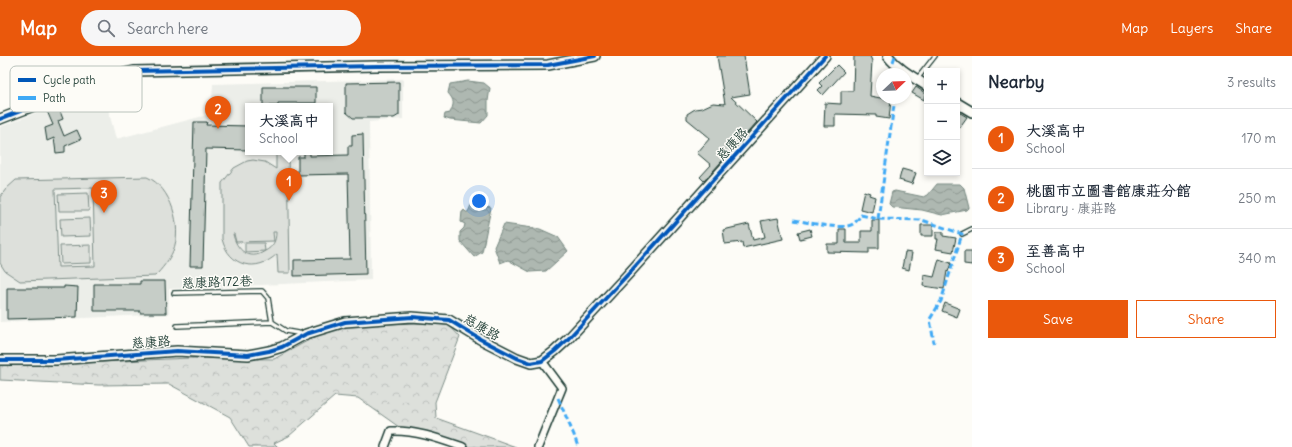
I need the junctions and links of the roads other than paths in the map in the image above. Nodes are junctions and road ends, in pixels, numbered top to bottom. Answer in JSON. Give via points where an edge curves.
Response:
{"nodes":[{"id":1,"x":595,"y":56,"type":"edge"},
{"id":2,"x":825,"y":56,"type":"edge"},
{"id":3,"x":888,"y":56,"type":"edge"},
{"id":4,"x":935,"y":56,"type":"edge"},
{"id":5,"x":142,"y":72,"type":"edge"},
{"id":6,"x":916,"y":80,"type":"junction"},
{"id":7,"x":924,"y":84,"type":"edge"},
{"id":8,"x":959,"y":104,"type":"edge"},
{"id":9,"x":18,"y":112,"type":"edge"},
{"id":10,"x":972,"y":112,"type":"edge"},
{"id":11,"x":0,"y":119,"type":"edge"},
{"id":12,"x":972,"y":229,"type":"edge"},
{"id":13,"x":962,"y":234,"type":"dead end"},
{"id":14,"x":174,"y":293,"type":"dead end"},
{"id":15,"x":272,"y":322,"type":"junction"},
{"id":16,"x":177,"y":326,"type":"dead end"},
{"id":17,"x":306,"y":334,"type":"junction"},
{"id":18,"x":0,"y":360,"type":"edge"},
{"id":19,"x":542,"y":361,"type":"junction"},
{"id":20,"x":385,"y":447,"type":"edge"},
{"id":21,"x":463,"y":447,"type":"edge"},
{"id":22,"x":538,"y":447,"type":"edge"}],
"edges":[{"from":1,"to":5,"type":"street","via":[[548,65],[368,66]]},
{"from":2,"to":19,"type":"street","name":"慈康路","via":[[630,271],[563,343]]},
{"from":3,"to":6,"type":"street"},
{"from":4,"to":6,"type":"lane"},
{"from":6,"to":7,"type":"street"},
{"from":8,"to":10,"type":"street"},
{"from":9,"to":11,"type":"street"},
{"from":12,"to":13,"type":"lane"},
{"from":14,"to":15,"type":"lane","name":"慈康路172巷","via":[[262,290],[268,298]]},
{"from":15,"to":16,"type":"lane"},
{"from":15,"to":17,"type":"lane","via":[[286,331]]},
{"from":17,"to":18,"type":"street","name":"慈康路","via":[[282,347],[248,355],[177,351],[56,360]]},
{"from":17,"to":19,"type":"street","name":"慈康路","via":[[359,320],[412,317],[449,320],[517,358],[531,363]]},
{"from":19,"to":22,"type":"street","via":[[562,388]]},
{"from":20,"to":21,"type":"street","via":[[391,431],[428,435]]}]}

# PROBLEM
Repeat every line of the data exactly, but do not include pictures.

# RESULT FOR THIS EXERCISE
I need the junctions and links of the roads other than paths in the map in the image above. Nodes are junctions and road ends, in pixels, numbered top to bottom. Answer in JSON. Give via points where an edge curves.
Response:
{"nodes":[{"id":1,"x":595,"y":56,"type":"edge"},
{"id":2,"x":825,"y":56,"type":"edge"},
{"id":3,"x":888,"y":56,"type":"edge"},
{"id":4,"x":935,"y":56,"type":"edge"},
{"id":5,"x":142,"y":72,"type":"edge"},
{"id":6,"x":916,"y":80,"type":"junction"},
{"id":7,"x":924,"y":84,"type":"edge"},
{"id":8,"x":959,"y":104,"type":"edge"},
{"id":9,"x":18,"y":112,"type":"edge"},
{"id":10,"x":972,"y":112,"type":"edge"},
{"id":11,"x":0,"y":119,"type":"edge"},
{"id":12,"x":972,"y":229,"type":"edge"},
{"id":13,"x":962,"y":234,"type":"dead end"},
{"id":14,"x":174,"y":293,"type":"dead end"},
{"id":15,"x":272,"y":322,"type":"junction"},
{"id":16,"x":177,"y":326,"type":"dead end"},
{"id":17,"x":306,"y":334,"type":"junction"},
{"id":18,"x":0,"y":360,"type":"edge"},
{"id":19,"x":542,"y":361,"type":"junction"},
{"id":20,"x":385,"y":447,"type":"edge"},
{"id":21,"x":463,"y":447,"type":"edge"},
{"id":22,"x":538,"y":447,"type":"edge"}],
"edges":[{"from":1,"to":5,"type":"street","via":[[548,65],[368,66]]},
{"from":2,"to":19,"type":"street","name":"慈康路","via":[[630,271],[563,343]]},
{"from":3,"to":6,"type":"street"},
{"from":4,"to":6,"type":"lane"},
{"from":6,"to":7,"type":"street"},
{"from":8,"to":10,"type":"street"},
{"from":9,"to":11,"type":"street"},
{"from":12,"to":13,"type":"lane"},
{"from":14,"to":15,"type":"lane","name":"慈康路172巷","via":[[262,290],[268,298]]},
{"from":15,"to":16,"type":"lane"},
{"from":15,"to":17,"type":"lane","via":[[286,331]]},
{"from":17,"to":18,"type":"street","name":"慈康路","via":[[282,347],[248,355],[177,351],[56,360]]},
{"from":17,"to":19,"type":"street","name":"慈康路","via":[[359,320],[412,317],[449,320],[517,358],[531,363]]},
{"from":19,"to":22,"type":"street","via":[[562,388]]},
{"from":20,"to":21,"type":"street","via":[[391,431],[428,435]]}]}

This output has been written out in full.